──────── PROVIDED INFORMATION ────────
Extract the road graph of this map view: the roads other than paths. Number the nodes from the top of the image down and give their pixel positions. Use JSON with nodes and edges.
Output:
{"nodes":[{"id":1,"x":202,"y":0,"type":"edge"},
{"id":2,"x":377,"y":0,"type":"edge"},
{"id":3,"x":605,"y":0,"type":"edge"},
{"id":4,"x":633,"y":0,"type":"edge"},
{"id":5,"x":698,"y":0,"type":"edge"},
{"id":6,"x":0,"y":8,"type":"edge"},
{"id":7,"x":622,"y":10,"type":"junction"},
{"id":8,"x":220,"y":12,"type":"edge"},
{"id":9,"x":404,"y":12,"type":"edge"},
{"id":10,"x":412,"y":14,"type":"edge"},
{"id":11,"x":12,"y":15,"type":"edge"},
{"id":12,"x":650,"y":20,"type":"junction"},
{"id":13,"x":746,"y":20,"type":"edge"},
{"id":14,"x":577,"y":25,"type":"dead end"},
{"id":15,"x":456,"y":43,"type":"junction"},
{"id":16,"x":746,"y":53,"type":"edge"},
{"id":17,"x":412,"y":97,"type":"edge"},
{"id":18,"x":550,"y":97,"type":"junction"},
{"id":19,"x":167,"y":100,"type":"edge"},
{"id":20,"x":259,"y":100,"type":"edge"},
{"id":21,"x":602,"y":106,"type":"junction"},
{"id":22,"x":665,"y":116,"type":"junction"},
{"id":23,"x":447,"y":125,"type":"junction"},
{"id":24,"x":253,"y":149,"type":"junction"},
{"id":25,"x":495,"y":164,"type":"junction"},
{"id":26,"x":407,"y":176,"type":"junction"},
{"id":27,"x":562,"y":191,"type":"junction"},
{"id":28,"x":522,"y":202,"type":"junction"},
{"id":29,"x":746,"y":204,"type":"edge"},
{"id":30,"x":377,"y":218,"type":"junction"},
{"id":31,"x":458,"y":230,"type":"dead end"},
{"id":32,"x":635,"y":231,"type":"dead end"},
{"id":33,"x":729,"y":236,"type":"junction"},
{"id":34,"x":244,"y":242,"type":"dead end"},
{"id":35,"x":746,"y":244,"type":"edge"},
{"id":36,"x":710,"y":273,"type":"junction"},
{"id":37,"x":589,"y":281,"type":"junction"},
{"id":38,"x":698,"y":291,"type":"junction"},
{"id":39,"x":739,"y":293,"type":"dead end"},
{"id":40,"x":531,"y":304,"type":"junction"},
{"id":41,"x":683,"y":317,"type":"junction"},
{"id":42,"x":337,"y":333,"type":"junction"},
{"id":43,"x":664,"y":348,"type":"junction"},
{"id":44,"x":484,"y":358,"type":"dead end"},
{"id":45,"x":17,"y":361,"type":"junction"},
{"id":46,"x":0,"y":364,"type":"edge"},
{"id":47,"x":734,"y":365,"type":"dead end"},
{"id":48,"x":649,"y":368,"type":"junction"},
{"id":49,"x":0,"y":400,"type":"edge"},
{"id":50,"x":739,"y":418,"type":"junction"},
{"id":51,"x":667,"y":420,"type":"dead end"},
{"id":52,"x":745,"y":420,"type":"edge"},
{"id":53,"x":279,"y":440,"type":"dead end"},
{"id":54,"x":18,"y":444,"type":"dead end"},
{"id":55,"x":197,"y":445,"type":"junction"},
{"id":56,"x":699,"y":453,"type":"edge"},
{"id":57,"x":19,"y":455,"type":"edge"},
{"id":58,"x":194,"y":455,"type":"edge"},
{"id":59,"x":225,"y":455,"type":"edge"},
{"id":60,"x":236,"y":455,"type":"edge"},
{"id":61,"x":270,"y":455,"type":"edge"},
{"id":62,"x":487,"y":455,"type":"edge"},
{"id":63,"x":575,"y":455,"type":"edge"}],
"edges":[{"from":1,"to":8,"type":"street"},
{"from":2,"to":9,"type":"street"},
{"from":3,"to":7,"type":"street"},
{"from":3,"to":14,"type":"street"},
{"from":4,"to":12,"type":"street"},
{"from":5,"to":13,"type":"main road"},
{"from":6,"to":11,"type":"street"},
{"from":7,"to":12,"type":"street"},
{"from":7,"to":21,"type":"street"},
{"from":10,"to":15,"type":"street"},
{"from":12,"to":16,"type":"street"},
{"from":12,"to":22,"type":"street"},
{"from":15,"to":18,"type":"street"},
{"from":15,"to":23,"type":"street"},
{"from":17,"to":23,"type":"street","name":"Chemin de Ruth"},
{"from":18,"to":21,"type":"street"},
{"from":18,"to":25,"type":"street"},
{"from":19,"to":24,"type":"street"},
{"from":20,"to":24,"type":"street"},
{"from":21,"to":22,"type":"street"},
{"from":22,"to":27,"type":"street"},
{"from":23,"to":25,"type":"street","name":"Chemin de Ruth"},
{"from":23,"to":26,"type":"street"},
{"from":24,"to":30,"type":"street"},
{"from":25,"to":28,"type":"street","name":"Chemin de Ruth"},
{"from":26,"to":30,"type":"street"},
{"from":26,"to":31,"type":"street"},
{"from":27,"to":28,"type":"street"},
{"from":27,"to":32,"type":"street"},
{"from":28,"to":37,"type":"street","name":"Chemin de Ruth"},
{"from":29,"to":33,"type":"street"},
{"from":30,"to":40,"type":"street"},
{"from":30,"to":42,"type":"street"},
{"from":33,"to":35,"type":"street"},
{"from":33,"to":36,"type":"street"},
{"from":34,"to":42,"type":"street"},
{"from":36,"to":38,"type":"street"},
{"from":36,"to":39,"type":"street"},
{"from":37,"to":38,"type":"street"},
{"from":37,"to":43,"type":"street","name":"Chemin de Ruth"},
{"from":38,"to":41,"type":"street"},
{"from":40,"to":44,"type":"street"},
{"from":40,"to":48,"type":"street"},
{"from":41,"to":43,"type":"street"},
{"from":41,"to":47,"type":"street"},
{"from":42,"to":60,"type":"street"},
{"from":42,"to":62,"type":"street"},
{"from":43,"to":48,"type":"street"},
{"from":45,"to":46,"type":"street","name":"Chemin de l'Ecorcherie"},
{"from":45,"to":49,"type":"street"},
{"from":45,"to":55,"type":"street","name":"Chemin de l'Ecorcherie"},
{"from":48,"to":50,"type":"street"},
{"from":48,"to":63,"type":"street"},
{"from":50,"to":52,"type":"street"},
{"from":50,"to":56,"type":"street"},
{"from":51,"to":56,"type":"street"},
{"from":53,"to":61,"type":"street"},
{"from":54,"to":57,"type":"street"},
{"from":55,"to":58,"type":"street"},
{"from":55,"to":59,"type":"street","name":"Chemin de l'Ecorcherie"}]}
────────
● ACTIVITY
Search the entries for the word "Chemin" and show every line that has it.

● ANSWER
{"from":17,"to":23,"type":"street","name":"Chemin de Ruth"},
{"from":23,"to":25,"type":"street","name":"Chemin de Ruth"},
{"from":25,"to":28,"type":"street","name":"Chemin de Ruth"},
{"from":28,"to":37,"type":"street","name":"Chemin de Ruth"},
{"from":37,"to":43,"type":"street","name":"Chemin de Ruth"},
{"from":45,"to":46,"type":"street","name":"Chemin de l'Ecorcherie"},
{"from":45,"to":55,"type":"street","name":"Chemin de l'Ecorcherie"},
{"from":55,"to":59,"type":"street","name":"Chemin de l'Ecorcherie"}]}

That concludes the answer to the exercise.